Input data START

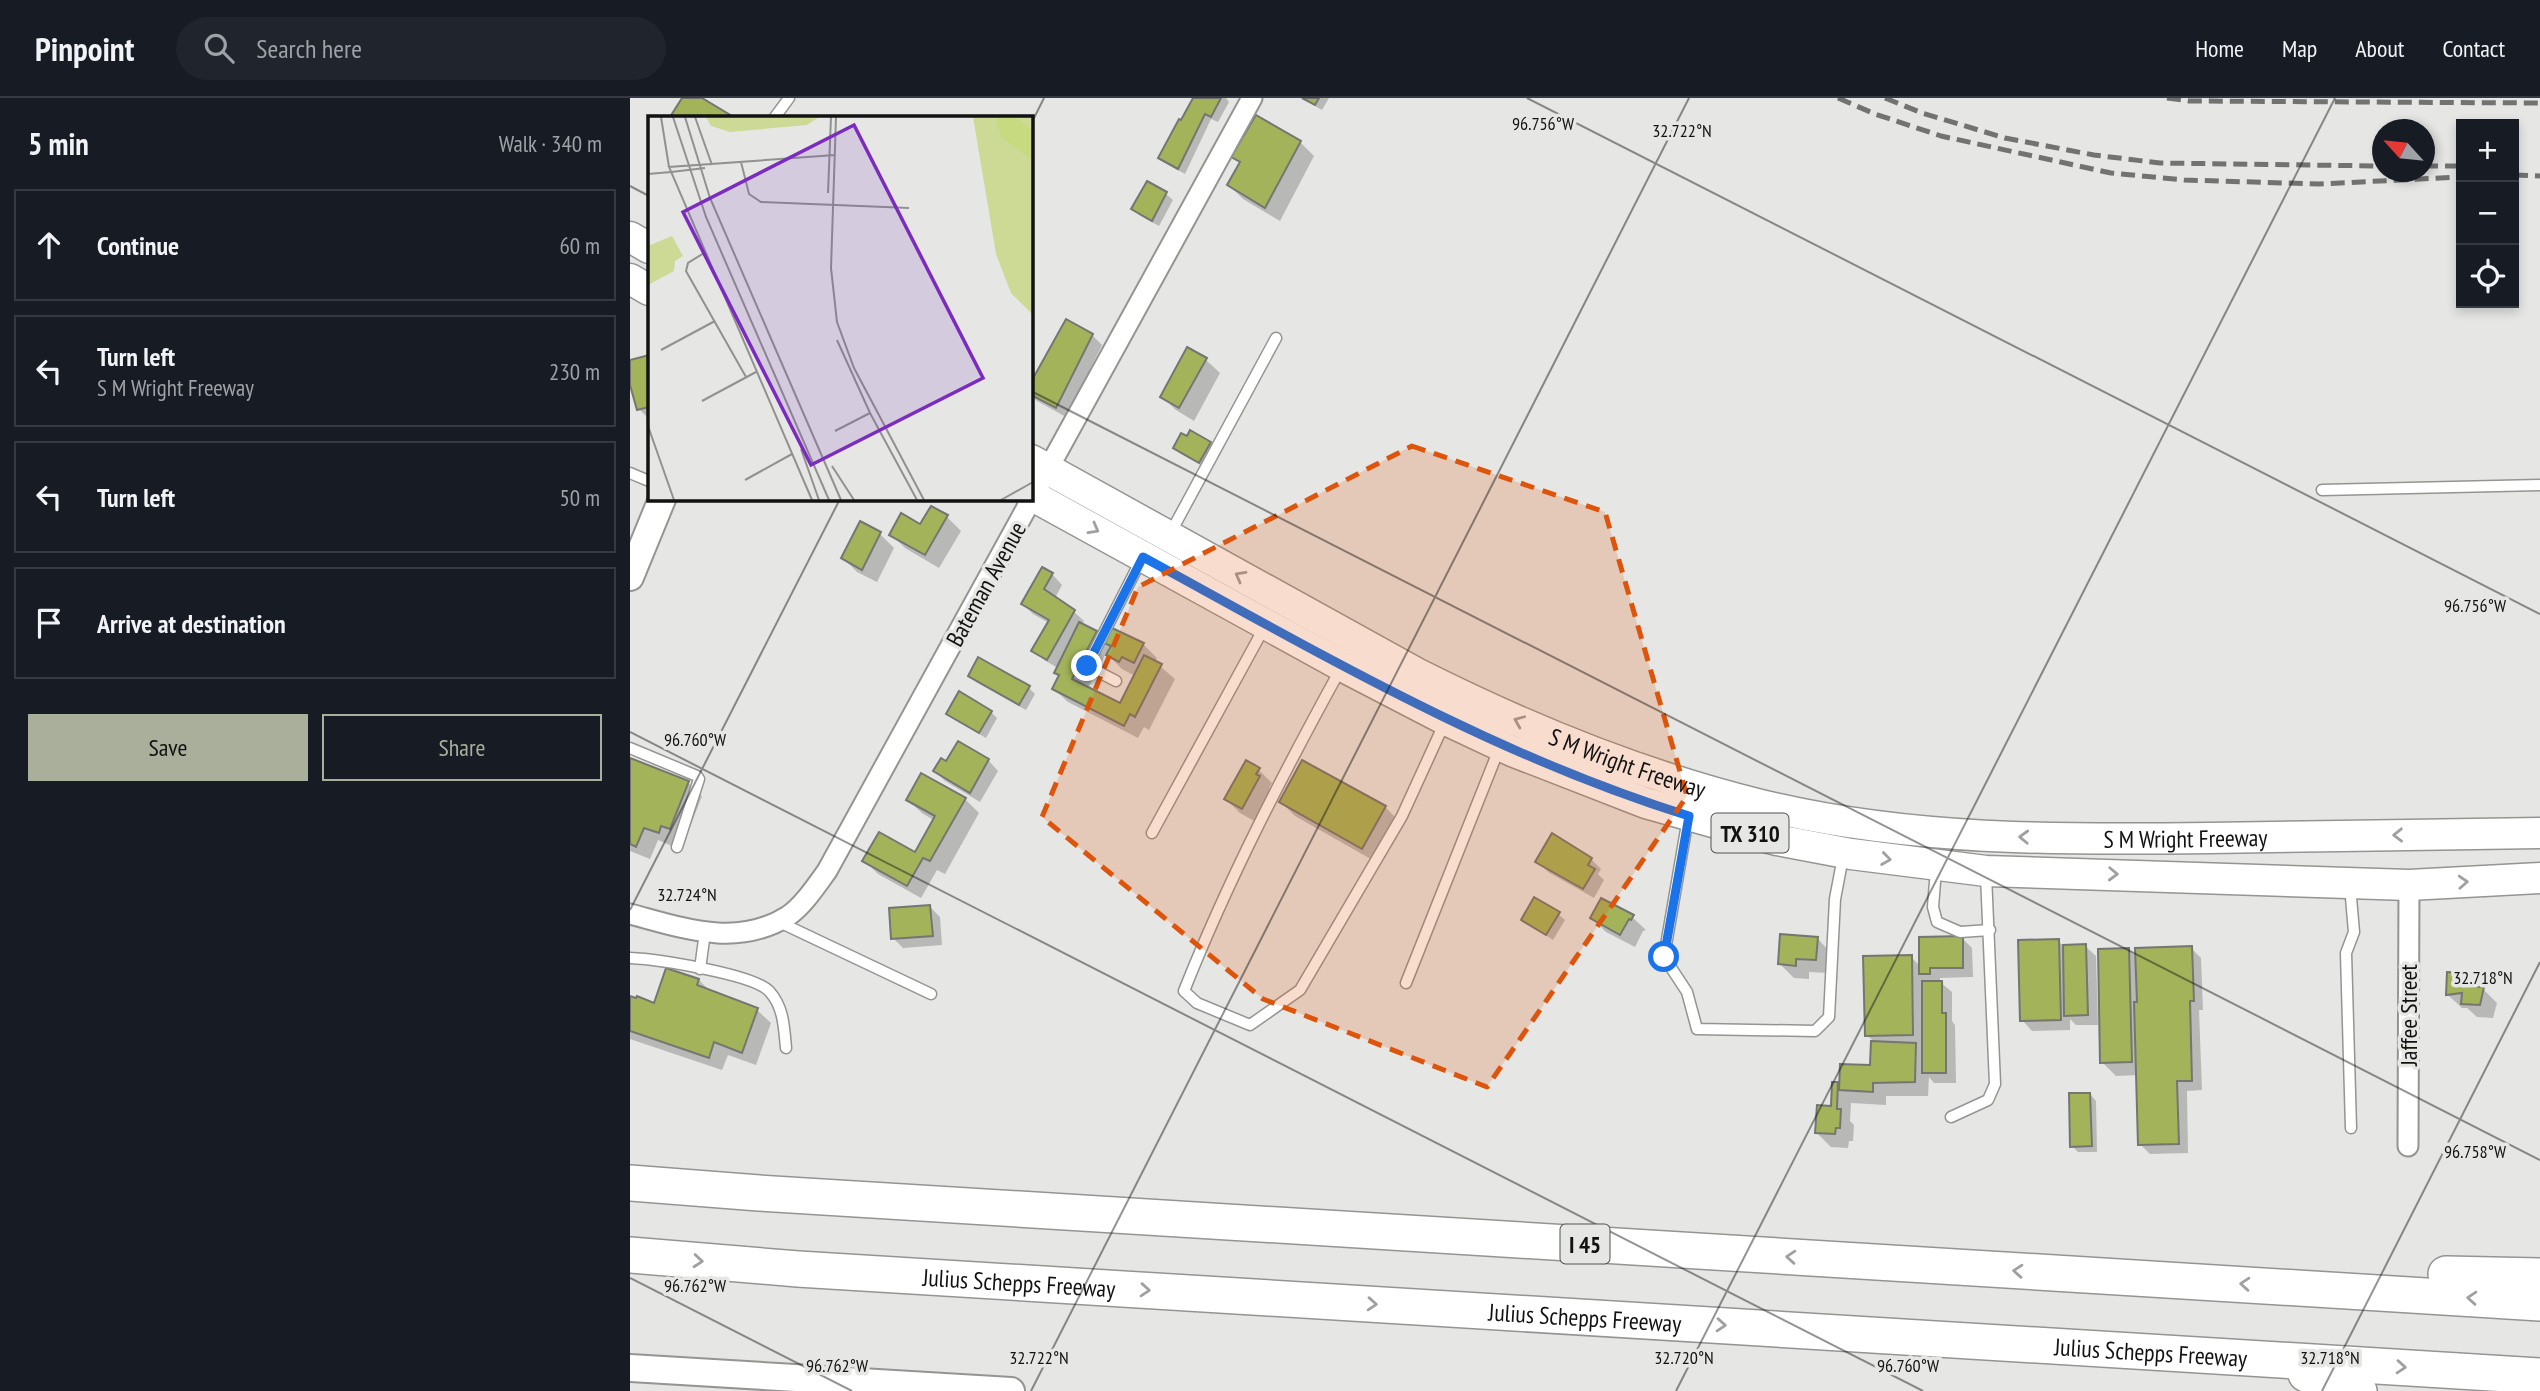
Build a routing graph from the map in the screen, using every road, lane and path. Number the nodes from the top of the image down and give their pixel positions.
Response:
1 (789, 98) edge
2 (1252, 98) edge
3 (776, 116) edge
4 (630, 237) edge
5 (648, 247) edge
6 (630, 279) edge
7 (648, 289) edge
8 (1276, 338) dead end
9 (1039, 465) edge
10 (630, 473) edge
11 (648, 481) edge
12 (2540, 485) edge
13 (2322, 491) dead end
14 (1032, 496) edge
15 (662, 500) edge
16 (1030, 500) edge
17 (1169, 536) junction
18 (1143, 557) junction
19 (632, 568) edge
20 (1266, 624) junction
21 (1342, 666) junction
22 (1116, 681) dead end
23 (1446, 720) junction
24 (1500, 745) junction
25 (630, 748) edge
26 (1689, 816) junction
27 (1152, 833) dead end
28 (2540, 833) edge
29 (677, 847) dead end
30 (1843, 853) junction
31 (1937, 866) junction
32 (1986, 870) junction
33 (2540, 878) edge
34 (2350, 882) junction
35 (2409, 885) junction
36 (630, 914) edge
37 (783, 918) junction
38 (1990, 930) junction
39 (705, 932) junction
40 (630, 958) edge
41 (700, 969) junction
42 (1406, 983) dead end
43 (931, 994) dead end
44 (786, 1048) dead end
45 (1951, 1117) dead end
46 (2351, 1128) dead end
47 (2408, 1146) dead end
48 (630, 1183) edge
49 (630, 1255) edge
50 (2540, 1276) edge
51 (2332, 1290) junction
52 (2540, 1303) edge
53 (2259, 1358) junction
54 (630, 1368) edge
55 (2540, 1376) edge
56 (943, 1389) edge
57 (1012, 1391) edge
58 (2359, 1391) edge

1 - 3 lane
2 - 9 street, Bateman Avenue
4 - 5 main road
6 - 7 main road
8 - 17 lane
9 - 14 street, Bateman Avenue
9 - 17 main road, S M Wright Freeway / TX 310
10 - 11 lane
12 - 13 lane
14 -> 18 main road, S M Wright Freeway / TX 310
15 - 19 main road
16 - 37 street, Bateman Avenue
28 -> 17 main road, S M Wright Freeway / TX 310
18 - 20 main road, S M Wright Freeway / TX 310
18 - 22 lane
20 - 21 main road, S M Wright Freeway / TX 310
20 - 27 lane
21 - 23 main road, S M Wright Freeway / TX 310
21 - 23 lane
23 - 24 main road, S M Wright Freeway / TX 310
24 - 26 main road, S M Wright Freeway / TX 310
24 - 42 lane
25 - 29 lane
26 - 30 main road, S M Wright Freeway / TX 310
26 - 30 lane
30 -> 31 main road, S M Wright Freeway / TX 310
31 - 32 main road, S M Wright Freeway / TX 310
31 - 38 lane
32 -> 34 main road, S M Wright Freeway / TX 310
32 - 38 lane
35 -> 33 main road, S M Wright Freeway / TX 310
34 - 35 main road, S M Wright Freeway / TX 310
34 - 46 lane
35 - 47 street, Jaffee Street
36 - 39 street
37 - 39 street
37 - 43 lane
38 - 45 lane
39 - 41 lane
40 - 41 lane
41 - 44 lane
51 -> 48 highway, I 45
49 -> 53 highway, Julius Schepps Freeway
50 - 51 highway
52 -> 51 highway, I 45
53 -> 55 highway, Julius Schepps Freeway
53 - 58 highway
54 - 56 main road
56 - 57 main road

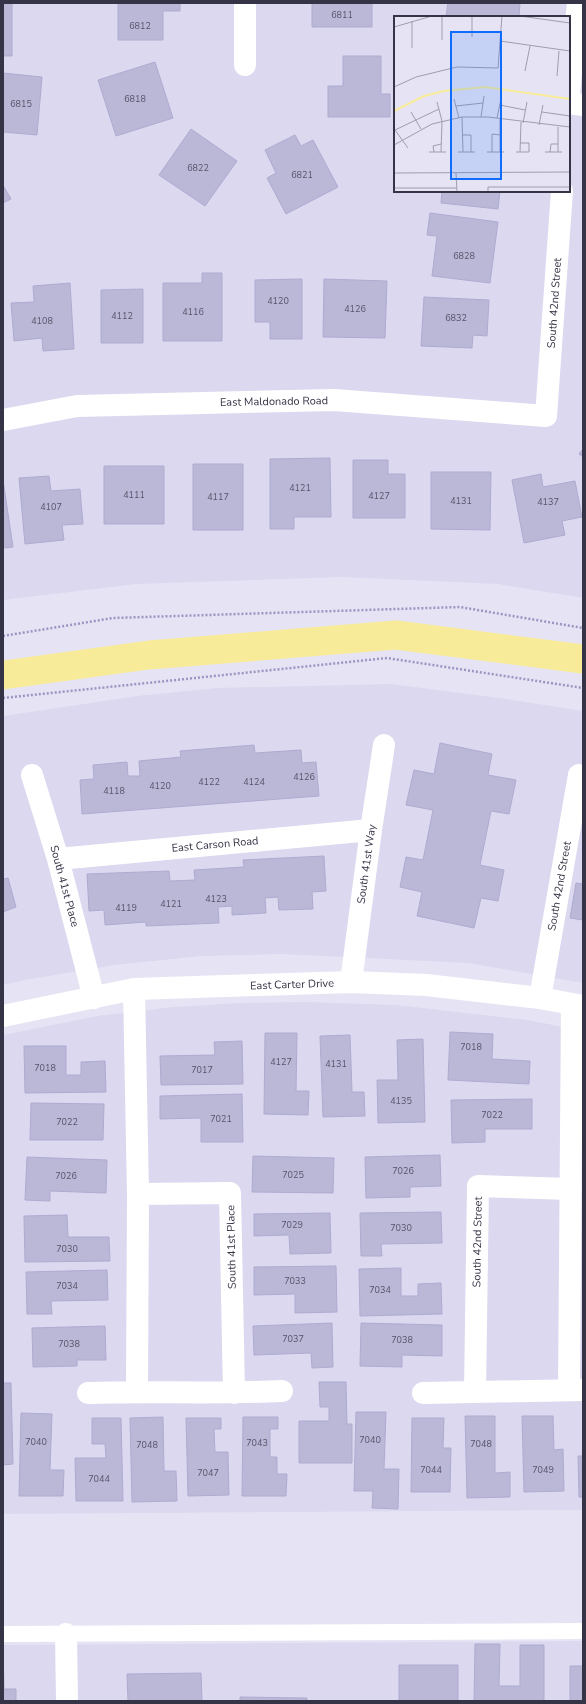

Input data END

What you will do: Your answer should reproduce each line of the listing that holds the word "street".

Solution for this task:
2 - 9 street, Bateman Avenue
9 - 14 street, Bateman Avenue
16 - 37 street, Bateman Avenue
35 - 47 street, Jaffee Street
36 - 39 street
37 - 39 street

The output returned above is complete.